CDXLSTM: Boosting Remote Sensing Change Detection with Extended Long Short-Term Memory

TL;DR

The paper tackles remote sensing change detection (RS-CD) by addressing the trade-offs of existing CNN, Transformer, and Mamba-based methods in balancing accuracy and efficiency. It introduces CDXLSTM, an XLSTM-based framework with a scale-specific Feature Enhancer (CTGP for global context in low-resolution features and CTSR for spatial refinement in high-resolution features) and a Cross-scale Interactive Fusion (CSIF) module to progressively combine global semantics with detailed spatial information. The architecture uses a Siamese backbone with Bi-mLSTM-based long-term modeling and axial Bi-mLSTM attention within CTSR, delivering linear computational complexity and improved interpretability. On LEVIR-CD, WHU-CD, and CLCD, CDXLSTM achieves state-of-the-art F1 scores with only 16.19M parameters and 3.92G FLOPs, outperforming recent methods while reducing compute, and the training losses combine BCE and Dice terms as $\mathcal{L} = \lambda_{ce}\mathcal{L}_{ce} + \lambda_{dice}\mathcal{L}_{dice}$ to supervise segmentation performance.

Abstract

In complex scenes and varied conditions, effectively integrating spatial-temporal context is crucial for accurately identifying changes.
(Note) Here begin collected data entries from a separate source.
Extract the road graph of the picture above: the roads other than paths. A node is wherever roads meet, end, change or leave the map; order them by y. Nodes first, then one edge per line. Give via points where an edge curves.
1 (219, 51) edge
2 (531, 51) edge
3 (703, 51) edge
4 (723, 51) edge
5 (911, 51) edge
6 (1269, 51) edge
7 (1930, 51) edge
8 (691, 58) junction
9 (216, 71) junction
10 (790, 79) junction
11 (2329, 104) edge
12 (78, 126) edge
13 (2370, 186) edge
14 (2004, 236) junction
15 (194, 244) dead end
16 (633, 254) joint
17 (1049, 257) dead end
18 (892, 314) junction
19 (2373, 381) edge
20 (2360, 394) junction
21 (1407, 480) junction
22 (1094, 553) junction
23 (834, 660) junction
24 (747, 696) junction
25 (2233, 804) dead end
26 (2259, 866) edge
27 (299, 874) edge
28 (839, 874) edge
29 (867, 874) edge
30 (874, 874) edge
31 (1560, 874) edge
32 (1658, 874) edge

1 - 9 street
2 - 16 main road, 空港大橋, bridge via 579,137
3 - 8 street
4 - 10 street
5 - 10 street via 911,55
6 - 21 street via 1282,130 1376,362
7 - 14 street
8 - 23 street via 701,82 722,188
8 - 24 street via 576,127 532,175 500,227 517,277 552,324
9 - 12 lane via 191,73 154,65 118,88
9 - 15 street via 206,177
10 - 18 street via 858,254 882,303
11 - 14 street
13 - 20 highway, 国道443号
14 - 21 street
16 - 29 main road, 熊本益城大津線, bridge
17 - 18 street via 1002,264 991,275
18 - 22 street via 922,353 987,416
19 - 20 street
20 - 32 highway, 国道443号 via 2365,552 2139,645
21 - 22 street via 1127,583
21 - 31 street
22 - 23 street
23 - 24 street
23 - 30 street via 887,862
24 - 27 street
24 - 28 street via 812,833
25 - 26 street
However, current RS-CD methods lack a balanced consideration of performance and efficiency. CNNs lack global context, Transformers are computationally expensive, and Mambas face CUDA dependence and local correlation loss. In this paper, we propose CDXLSTM, with a core component that is a powerful XLSTM-based feature enhancement layer, integrating the advantages of linear computational complexity, global context perception, and strong interpret-ability. Specifically, we introduce a scale-specific Feature Enhancer layer, incorporating a Cross-Temporal Global Perceptron customized for semantic-accurate deep features, and a Cross-Temporal Spatial Refiner customized for detail-rich shallow features. Additionally, we propose a Cross-Scale Interactive Fusion module to progressively interact global change representations with spatial responses. Extensive experimental results demonstrate that CDXLSTM achieves state-of-the-art performance across three benchmark datasets, offering a compelling balance between efficiency and accuracy. Code is available at https://github.com/xwmaxwma/rschange.

Figures (3)

• Figure 1: CDXLSTM architecture takes a pair of co-registered remote sensing images as input into a Siamese Backbone with shared weights, producing two feature maps at each stage. CTSR is applied in the first two shallow stages to refine spatial changes, while CTGP is used in the latter two deep stages to capture global changes. Here, Bi-mLSTM refers to an mLSTM module that performs bidirectional scanning. These feature maps are then progressively aggregated through the CSIF module.
• Figure 2: Example results on LEVIR-CD (row 1), WHU-CD (row 2), and CLCD (row 3) test sets, with pixel color coding: white for true positives, black for true negatives, red for false positives, and green for false negatives.
• Figure 3: Class activation maps generated by Grad-CAM for the change category of features modulated by the first stage (1/4 resolution of the input image) of the Feature Enhancer (FE). Example images are from the CLCD test set. The configurations represented by "$\circledcirc$" and "$\bot$" correspond to Table \ref{['table:2']}.